Figure 4 shows the pressure dynamic curve during the soaking process of case one (conventional CO2 huff and puff). The whole soaking process lasted for 20 h, and the pressure drop process had different laws in different stages. The pressure dynamics curve was divided into three stages by the pressure drop amplitude, the shape of pressure curve and the role of CO2. By observing the pressure drop amplitude, it could be seen that the initial pressure drop amplitude was larger, the pressure drop rate slowed down in the later period and the pressure tended to be stable. By observing the shape of the pressure dynamics curve and the role of CO2, it could be seen that the division of 322 min was based on the pressure drop shape. Before this time, the pressure dropped in a stepped manner. After this time, the pressure dropped regularly and decreased linearly at a constant speed. The characteristics of the three stages were as follows. In the initial stage of soaking (0–322 min), after CO2 was injected to 16 MPa, the pressure first increased slightly, and subsequent pressure showed a stepped drop. In this condition, the pressure difference between the near-well zone and the far-well zone was large, the injected CO2 mainly relied on the power of the pressure difference to move forward, and at the same time, due to the heterogeneity of the formation, the pressure showed a step-like irregular decrease. The pressure drop in this section depended on the displacement pressure difference to cause the fluid flow, so it was the pressure difference driving stage. In the middle period of soaking (322–720 min), the pressure showed a relatively regular linear decrease. At this time, the CO2 had basically formed a seepage channel under the action of the pressure difference, so the diffusion and advancement of the fluid was relatively uniform, and the pressure difference in the model gradually decreased in this stage. Under this circumstance, the pressure propagation mainly relied on the diffusivity of CO2. In the later stage of soaking (720–1200 min), the pressure did not drop significantly, showing a gradual and stable trend. At this stage, the pressure in the model was gradually balanced, and the fluid flow was basically stopped. This stage mainly depended on the dissolution of CO2 in the oil phase, so it was the dissolution-driven stage.
Figure 5 shows the pressure dynamic curve during the soaking process of case two (CO2 huff and puff assisted by pumping production and water injection disturbance). The phase before 98 min was the pumping production period, the pumping production was a process of forced oil extraction through pumping energy and increasing production intensity. In the experiment, a large production pressure difference (14 MPa) was set for the transfer pump, and the valve was opened by controlling the pump. The pressure drop in the initial stage of the pumping process decreased greatly, and then slowed down slightly, and the pressure drop increased further at the end of the pumping process. The phase of 98–530 min was the water injection disturbance period, ten disturbance rounds were set, the upper limit of the disturbance amplitude was 16 MPa and the lower limit was controlled to the pressure when CO2 just overflowed the wellhead boundary, which ensured the maximum disturbance amplitude. The lower limit pressure after each disturbance round was recorded, and the average lower limit pressure of water injection disturbance was 10.743 MPa. Due to the tightness of the reservoir, the pressure rose rapidly during the water injection period, which provided a strong boost to the CO2 injected in the early stage, so that it could continuously interact with the crude oil and accelerate the pressure propagation. After 530 min, it was a conventional soaking process. Compared with case one, the initial soaking pressure was relatively stable, and the final pressure was stable at 14.92 MPa due to the subsequent decrease in CO2 dissolution and diffusion pressure.

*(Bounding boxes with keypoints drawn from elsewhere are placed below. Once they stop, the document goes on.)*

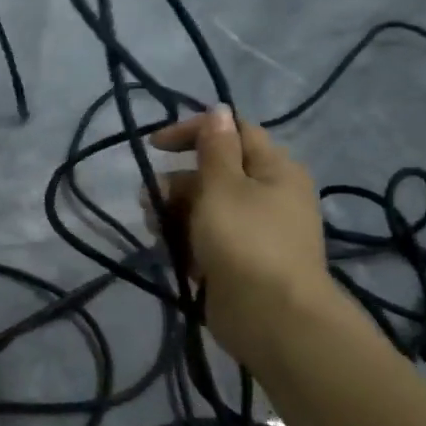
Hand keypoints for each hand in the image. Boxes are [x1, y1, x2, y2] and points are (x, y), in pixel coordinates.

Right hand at [150, 106, 332, 366]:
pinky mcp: (239, 260)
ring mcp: (254, 230)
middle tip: (152, 199)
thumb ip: (216, 147)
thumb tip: (219, 109)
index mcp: (274, 169)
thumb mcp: (223, 185)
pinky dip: (186, 240)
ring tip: (157, 229)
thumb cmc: (246, 240)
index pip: (234, 131)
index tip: (155, 146)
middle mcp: (268, 194)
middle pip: (213, 171)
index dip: (194, 131)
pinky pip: (205, 237)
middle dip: (177, 182)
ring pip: (204, 206)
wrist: (271, 317)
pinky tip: (170, 251)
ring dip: (174, 212)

3.1.2. Dynamic Distribution of Pressure Field in Soaking

In this experiment, based on the 3D huff and puff multi-point physical simulation apparatus, the real-time monitoring of the pressure data during the soaking process was carried out. At the same time, the data were transmitted to the computer, then, the pressure field diagrams were obtained by converting the pressure data into the pressure field using Surfer. The model pressure at 10 min, 5 h and 10 h of the soaking was obtained. Figure 6 shows the pressure field distribution diagram of the soaking in case one. When the model was soaked for 10 min, it corresponded to the initial stage of soaking. It could be seen from the pressure field diagram that the pressure difference in the model was large (approximately 5 MPa), and a large amount of injected CO2 accumulated in the area near the wellbore. Because the breakthrough channel of CO2 was not established, it was difficult for the pressure to spread to the far-well area. When the model was soaked for 5 h, the soaking stage was between the initial and middle stages. Compared with the initial stage, the differential pressure driving fully played a role; CO2 took the lead in the breakthrough from the dominant channel at the bottom of the well, diffusing from the high-pressure area to the low-pressure area; and the gas flooding range was pushed forward in a conical shape. When the well was soaked for 10 h, it was between the middle and late stages of soaking. At this time, the pressure in the model was further balanced. Compared with the middle period of the soaking, CO2 broke forward from the middle of the model. CO2 was mainly carried forward by diffusion.
Figure 7 shows the pressure field distribution of case two during soaking for 10 min, 5 h and 10 h. After soaking for 10 min, the pressure difference between the near-well zone and the far-well zone was still obvious (approximately 4 MPa), but compared with that of case one, the pressure difference was obviously reduced, and the pressure propagation range of the case two scheme was obviously expanded, indicating that the pressure propagation speed was further accelerated after the water injection disturbance. When soaking for 5 h, the pressure difference between near and far wells gradually decreased compared to that for 10 min. Compared with case one, the effect of CO2 propagation to the far well was more obvious, and the pressure propagation boundary of the case two scheme was more uniform, which indicated that the water injection disturbance expanded the spreading range of CO2 at the model boundary, so that its seepage channel was no longer single. Compared with case one, the pressure distribution in the case two model was more balanced, the pressure propagation boundary was obviously enlarged when the well was soaked for 10 h and the pressure in the near-well zone was higher than that in case one, which indicated that the average formation energy was increased at this time, which was conducive to storing energy for the reservoir, thus, promoting oil production in the development stage.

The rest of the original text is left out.